(Stored data entries)
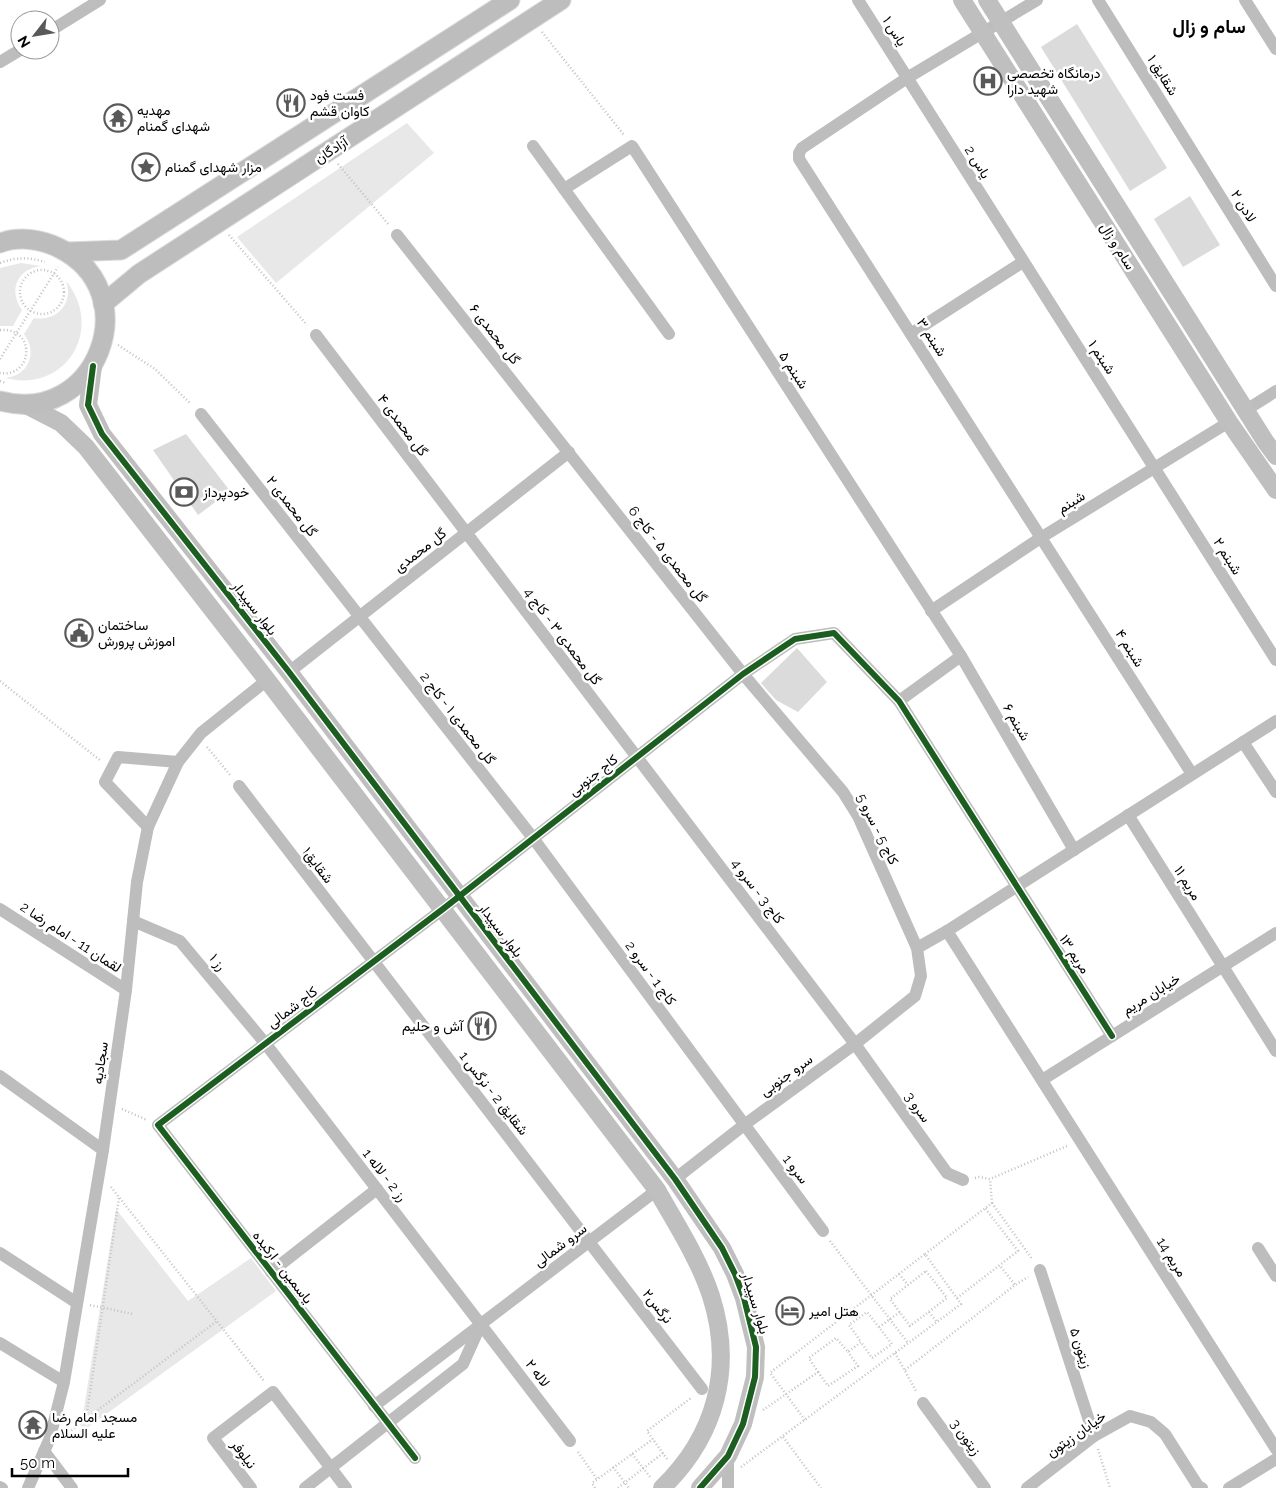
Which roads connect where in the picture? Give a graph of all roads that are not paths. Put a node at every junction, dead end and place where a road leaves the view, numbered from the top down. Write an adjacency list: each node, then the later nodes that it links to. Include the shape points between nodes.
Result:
1 (100, 0): 11 (street)
2 (510, 0): 20 (main road, via 120,250)
3 (561, 0): 23 (main road, آزادگان, via 139,274)
4 (858, 0): 14 (street, یاس ۱)
5 (962, 0): 12 (street, سام و زال)
6 (987, 0): 10 (street, سام و زال)
7 (1037, 0): 10 (street)
8 (1098, 0): 16 (street, شقایق ۱)
9 (1246, 0): 13 (street)
10 (1002, 22): 12 (street); 30 (street, سام و زال)
11 (60, 25)
12 (984, 33): 14 (street); 32 (street, سام و زال)
13 (1276, 49)
14 (907, 78): 21 (street, یاس 2); 24 (street, شبنم ۳, via 802,148 799,159)
15 (533, 146): 17 (street)
16 (1203, 167): 22 (street, لادن ۲)
17 (564, 189): 25 (street); 39 (street, شبنم ۵, via 632,146)
18 (397, 235): 33 (street, گل محمدی ۶)
19 (0, 243): 20 (main road, via 37,240)
20 (67, 252): 23 (main road, via 90,274)
21 (1023, 262): 24 (street); 35 (street, شبنم ۱)
22 (1276, 286)
23 (104, 304): 27 (main road, via 104,336)
24 (912, 333): 38 (street, شبنم ۳)
25 (669, 334)
26 (316, 335): 37 (street, گل محمدی ۴)
27 (93, 366): 29 (main road, via 71,390 57,397 42,403); 43 (street, بلوار سپیدار, via 88,405 102,434)
28 (1276, 391): 30 (street)
29 (10, 400): 45 (street, via 61,422 86,447)
30 (1246, 410): 34 (street, سام و زال)
31 (201, 414): 40 (street, گل محمدی ۲)
32 (1229, 422): 35 (street, شبنم); 36 (street, سام و زال)
33 (569, 452): 37 (street, گل محمدی); 44 (street, گل محمدی ۵ - کاج 6)
34 (1276, 456)
35 (1155, 468): 38 (street, شبنم); 42 (street, شبنم ۲)
36 (1276, 490)
37 (466, 533): 40 (street, گل محمدی); 49 (street, گل محمدی ۳ - کاج 4)
38 (1042, 537): 39 (street, شبنم); 51 (street, شبنم ۴)
39 (931, 611): 41 (street, شبنم ۶)
40 (360, 616): 43 (street, گل محمدی); 56 (street, گل محمدی ۱ - کاج 2)
41 (961, 656): 46 (street); 57 (street, شبنم ۶)
42 (1276, 660)
43 (289, 672): 59 (street, بلوار سپیدار)
44 (743, 674): 46 (street, کاج جنوبی, via 795,640 834,633); 49 (street, کاج جنوبی); 65 (street, کاج 5 - سرو 5, via 843,792 858,816)
45 (267, 680): 50 (street, سجادیه, via 198,737); 60 (street)
46 (899, 702): 58 (street, مریم ۱۳)
47 (1276, 721): 48 (street)
48 (1243, 742): 51 (street); 53 (street)
49 (636, 757): 56 (street, کاج جنوبی); 72 (street, کاج 3 - سرو 4)
50 (178, 762): 55 (street, سجادیه); 55 (street, via 118,757 105,782)
51 (1192, 774): 54 (street)
52 (239, 786): 66 (street, شقایق۱)
53 (1276, 792)
54 (1128, 815): 57 (street); 67 (street, مریم ۱۱)
55 (148, 827): 62 (street, سجادیه)
56 (533, 838): 59 (street, کاج جنوبی); 77 (street, کاج 1 - سرو 2)
57 (1074, 850): 58 (street)
58 (1017, 886): 63 (street); 70 (street, مریم ۱۳)
59 (460, 896): 60 (street, کاج جنوبی); 79 (street, بلوار سپیدار)
60 (443, 909): 66 (street, کاج شمالی); 82 (street)
61 (0, 910): 68 (street, لقمان 11 - امام رضا 2)
62 (133, 921): 68 (street, سجادیه); 71 (street, رز ۱, via 180,940)
63 (947, 931): 65 (street); 75 (street, مریم 14)
64 (1276, 933): 67 (street, خیابان مریم)
65 (917, 948): 69 (street, کاج 5 - سرو 5, via 921,976)
66 (374, 962): 71 (street, کاج شمالی); 84 (street, شقایق 2 - نرگس 1)
67 (1223, 966): 70 (street, خیابان مریم); 73 (street, مریم ۱۱)
68 (126, 990): 78 (street, سجادیه)
69 (914, 996): 72 (street, سرو جنوبی)
70 (1112, 1036): 75 (street, خیابان مریم)
71 (265, 1043): 76 (street, کاج شمالی); 81 (street, رز 2 - لاله 1)
72 (855, 1044): 77 (street, سرو جنوبی); 80 (street, سرو 3, via 947,1173)
73 (1276, 1051)
74 (0, 1076): 78 (street)
75 (1042, 1080): 100 (street, مریم 14)
76 (158, 1125): 88 (street, یاسمین - ارکیده)
77 (744, 1125): 79 (street, سرو جنوبی); 83 (street, سرو 1)
78 (103, 1150): 90 (street, سجادیه)
79 (674, 1178): 102 (street, بلوار سپیدار, via 722,1248 735,1274 756,1347 755,1377 743,1424)
80 (963, 1180)
81 (377, 1189): 88 (street); 91 (street, رز 2 - لاله 1)
82 (657, 1190): 84 (street, سرو شمالی); 107 (street, via 694,1256 710,1295 720,1332 722,1368 714,1407 700,1439 677,1472)
83 (823, 1232)
84 (590, 1242): 91 (street, سرو شمالی); 94 (street, نرگس۲)
85 (1258, 1248): 89 (street)
86 (0, 1253): 90 (street)
87 (1040, 1270): 98 (street, زیتون ۵)
88 (271, 1272): 96 (street, یاسمین - ارکیده)
89 (1276, 1276)
90 (77, 1303): 93 (street, سجادیه)
91 (481, 1324): 96 (street, سرو شمالی); 97 (street, سرو شمالی, via 463,1364); 99 (street, لاله ۲)
92 (0, 1344): 93 (street)
93 (64, 1382): 101 (street, سجادیه)
94 (702, 1389)
95 (923, 1403): 114 (street, زیتون 3)
96 (374, 1406): 97 (street, یاسمین - ارکیده)
97 (388, 1424): 103 (street, یاسمین - ارکیده); 105 (street, سرو شمالی)
98 (1094, 1436): 115 (street, خیابان زیتون); 116 (street, خیابان زیتون, via 1130,1416 1151,1422 1165,1434)
99 (570, 1441)
100 (1276, 1449)
101 (44, 1451): 108 (street, سجادیه); 109 (street)
102 (728, 1456): 106 (street); 113 (street, بلوار سپیدار)
103 (415, 1458)
104 (1276, 1458): 117 (street)
105 (330, 1468): 110 (street, نیلوفر, via 273,1392 213,1438); 111 (street, سرو شمالی); 112 (street)
106 (728, 1482)
107 (657, 1485)
108 (28, 1488)
109 (72, 1488)
110 (251, 1488)
111 (305, 1488)
112 (346, 1488)
113 (700, 1488)
114 (985, 1488)
115 (1027, 1488)
116 (1202, 1488)
117 (1230, 1488)

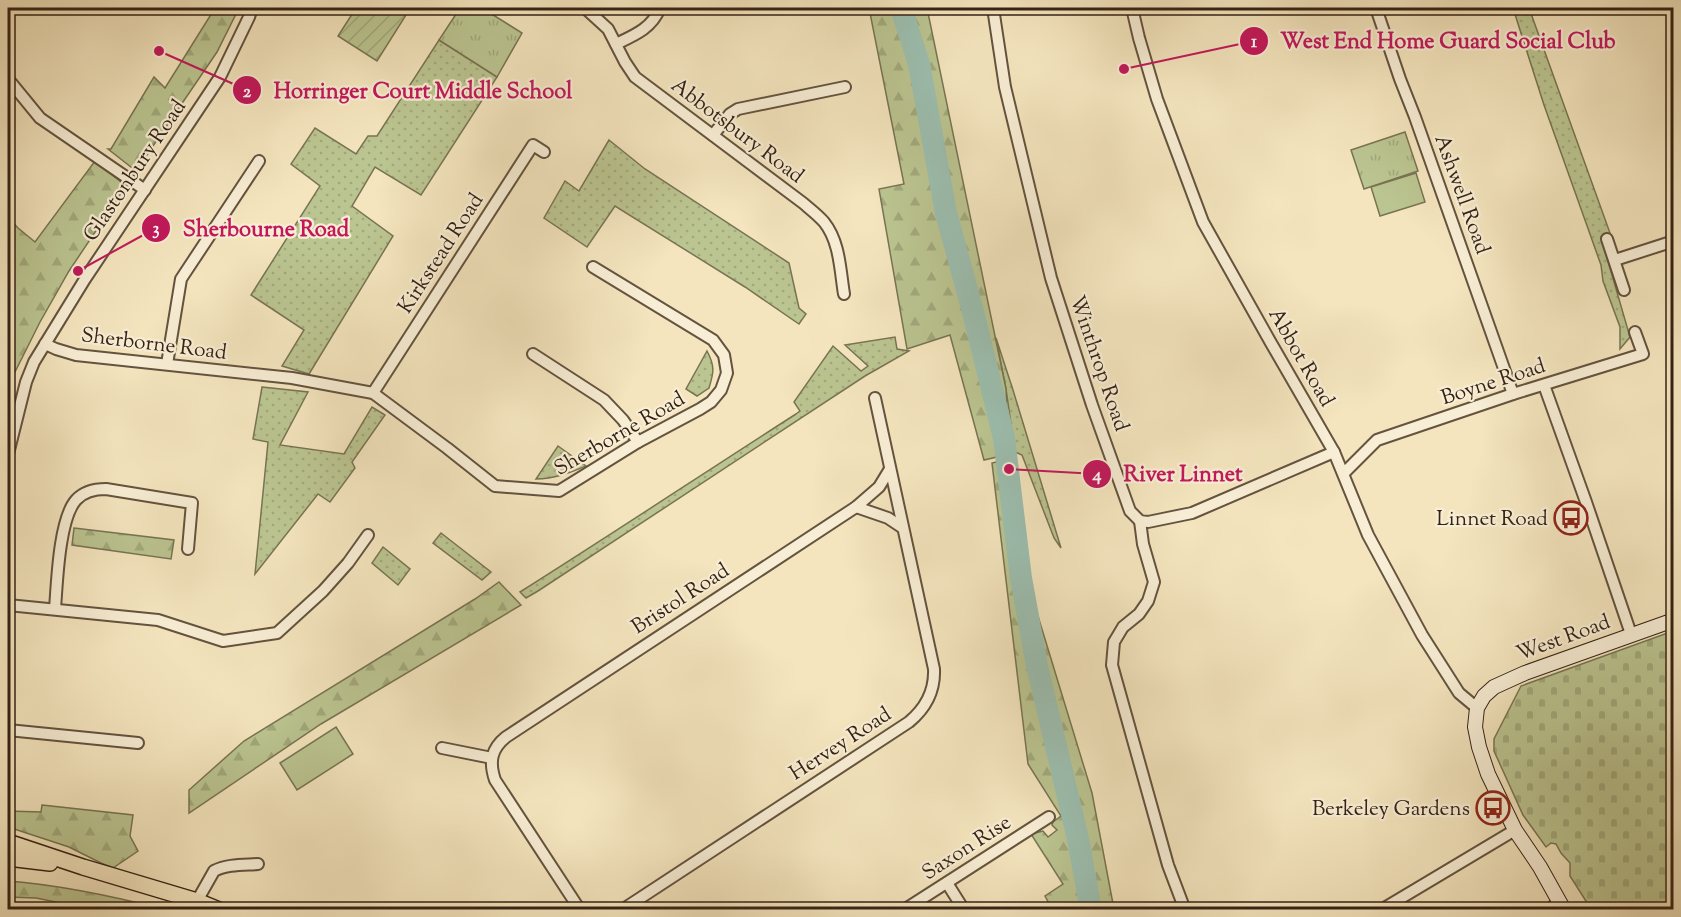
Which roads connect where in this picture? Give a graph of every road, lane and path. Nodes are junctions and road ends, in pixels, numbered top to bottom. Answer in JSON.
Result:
{"nodes":[{"id":1,"x":252,"y":8,"type":"edge"},
{"id":2,"x":585,"y":8,"type":"edge"},
{"id":3,"x":660,"y":8,"type":"edge"},
{"id":4,"x":993,"y":8,"type":"edge"},
{"id":5,"x":1132,"y":8,"type":"edge"},
{"id":6,"x":1376,"y":8,"type":"edge"},
{"id":7,"x":616,"y":44,"type":"junction"},
{"id":8,"x":8,"y":79,"type":"edge"},
{"id":9,"x":845,"y":87,"type":"dead end"},
{"id":10,"x":713,"y":135,"type":"junction"},
{"id":11,"x":544,"y":152,"type":"dead end"},
{"id":12,"x":260,"y":161,"type":"dead end"},
{"id":13,"x":145,"y":190,"type":"junction"},
{"id":14,"x":1607,"y":239,"type":"dead end"},
{"id":15,"x":1674,"y":241,"type":"edge"},
{"id":16,"x":1615,"y":260,"type":"junction"},
{"id":17,"x":593,"y":267,"type":"dead end"},
{"id":18,"x":1624,"y":290,"type":"dead end"},
{"id":19,"x":844,"y":294,"type":"dead end"},
{"id":20,"x":1635,"y":332,"type":"dead end"},
{"id":21,"x":45,"y":344,"type":"junction"},
{"id":22,"x":533,"y":354,"type":"dead end"},
{"id":23,"x":167,"y":364,"type":"junction"},
{"id":24,"x":1544,"y":385,"type":"junction"},
{"id":25,"x":373,"y":393,"type":"junction"},
{"id":26,"x":1513,"y":394,"type":"junction"},
{"id":27,"x":875,"y":398,"type":"dead end"},
{"id":28,"x":638,"y":442,"type":"junction"},
{"id":29,"x":1335,"y":452,"type":"junction"},
{"id":30,"x":8,"y":454,"type":"edge"},
{"id":31,"x":890,"y":469,"type":"junction"},
{"id":32,"x":1344,"y":473,"type":"junction"},
{"id":33,"x":856,"y":507,"type":"junction"},
{"id":34,"x":1140,"y":521,"type":"junction"},
{"id":35,"x":903,"y":528,"type":"junction"},
{"id":36,"x":368,"y":535,"type":"dead end"},
{"id":37,"x":188,"y":549,"type":"dead end"},
{"id":38,"x":8,"y":605,"type":"edge"},
{"id":39,"x":55,"y":609,"type":"junction"},
{"id":40,"x":1674,"y":620,"type":"edge"},
{"id":41,"x":1631,"y":634,"type":"junction"},
{"id":42,"x":1477,"y":708,"type":"junction"},
{"id":43,"x":8,"y":730,"type":"edge"},
{"id":44,"x":138,"y":743,"type":"dead end"},
{"id":45,"x":442,"y":748,"type":"dead end"},
{"id":46,"x":492,"y":758,"type":"junction"},
{"id":47,"x":1049,"y":817,"type":"dead end"},
{"id":48,"x":1515,"y":830,"type":"junction"},
{"id":49,"x":8,"y":842,"type":"edge"},
{"id":50,"x":8,"y":858,"type":"edge"},
{"id":51,"x":258,"y":864,"type":"dead end"},
{"id":52,"x":83,"y":867,"type":"junction"},
{"id":53,"x":947,"y":883,"type":"junction"},
{"id":54,"x":197,"y":901,"type":"junction"},
{"id":55,"x":1557,"y":907,"type":"edge"},
{"id":56,"x":219,"y":909,"type":"edge"},
{"id":57,"x":580,"y":909,"type":"edge"},
{"id":58,"x":622,"y":909,"type":"edge"},
{"id":59,"x":904,"y":909,"type":"edge"},
{"id":60,"x":964,"y":909,"type":"edge"},
{"id":61,"x":1185,"y":909,"type":"edge"},
{"id":62,"x":1381,"y":909,"type":"edge"}],
"edges":[{"from":1,"to":13,"type":"street","name":"Glastonbury Road"},
{"from":2,"to":7,"type":"street","name":"Abbotsbury Road"},
{"from":3,"to":7,"type":"street"},
{"from":4,"to":34,"type":"street","name":"Winthrop Road"},
{"from":5,"to":29,"type":"street","name":"Abbot Road"},
{"from":6,"to":26,"type":"street","name":"Ashwell Road"},
{"from":7,"to":10,"type":"street","name":"Abbotsbury Road"},
{"from":8,"to":13,"type":"street"},
{"from":9,"to":10,"type":"street"},
{"from":10,"to":19,"type":"street","name":"Abbotsbury Road"},
{"from":11,"to":25,"type":"street","name":"Kirkstead Road"},
{"from":12,"to":23,"type":"street"},
{"from":13,"to":21,"type":"street","name":"Glastonbury Road"},
{"from":14,"to":16,"type":"street"},
{"from":15,"to":16,"type":"street"},
{"from":16,"to":18,"type":"street"},
{"from":17,"to":28,"type":"street","name":"Sherborne Road"},
{"from":20,"to":24,"type":"street","name":"Boyne Road"},
{"from":21,"to":23,"type":"street","name":"Sherborne Road"},
{"from":21,"to":30,"type":"street","name":"Glastonbury Road"},
{"from":22,"to":28,"type":"street"},
{"from":23,"to":25,"type":"street","name":"Sherborne Road"},
{"from":24,"to":26,"type":"street","name":"Boyne Road"},
{"from":24,"to":41,"type":"street"},
{"from":25,"to":28,"type":"street","name":"Sherborne Road"},
{"from":26,"to":32,"type":"street","name":"Boyne Road"},
{"from":27,"to":31,"type":"street","name":"Hervey Road"},
{"from":29,"to":32,"type":"street","name":"Abbot Road"},
{"from":29,"to":34,"type":"street"},
{"from":31,"to":33,"type":"street","name":"Bristol Road"},
{"from":31,"to":35,"type":"street","name":"Hervey Road"},
{"from":32,"to":42,"type":"street","name":"Abbot Road"},
{"from":33,"to":35,"type":"street"},
{"from":33,"to":46,"type":"street","name":"Bristol Road"},
{"from":34,"to":61,"type":"street"},
{"from":35,"to":58,"type":"street","name":"Hervey Road"},
{"from":36,"to":39,"type":"street"},
{"from":37,"to":39,"type":"street"},
{"from":38,"to":39,"type":"street"},
{"from":40,"to":41,"type":"street","name":"West Road"},
{"from":41,"to":42,"type":"street","name":"West Road"},
{"from":42,"to":48,"type":"street"},
{"from":43,"to":44,"type":"street"},
{"from":45,"to":46,"type":"street"},
{"from":46,"to":57,"type":"street"},
{"from":47,"to":53,"type":"street","name":"Saxon Rise"},
{"from":48,"to":55,"type":"street"},
{"from":48,"to":62,"type":"street"},
{"from":49,"to":52,"type":"main road"},
{"from":50,"to":52,"type":"main road"},
{"from":51,"to":54,"type":"street"},
{"from":52,"to":54,"type":"main road"},
{"from":53,"to":59,"type":"street","name":"Saxon Rise"},
{"from":53,"to":60,"type":"street"},
{"from":54,"to":56,"type":"main road"}]}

__Prompt__.
What lines of the data contain the string "roads"? List them.

__Expected answer__.
Which roads connect where in the picture? Give a graph of all roads that are not paths. Put a node at every junction, dead end and place where a road leaves the view, numbered from the top down. Write an adjacency list: each node, then the later nodes that it links to. Include the shape points between nodes.
Which roads connect where in this picture? Give a graph of every road, lane and path. Nodes are junctions and road ends, in pixels, numbered top to bottom. Answer in JSON.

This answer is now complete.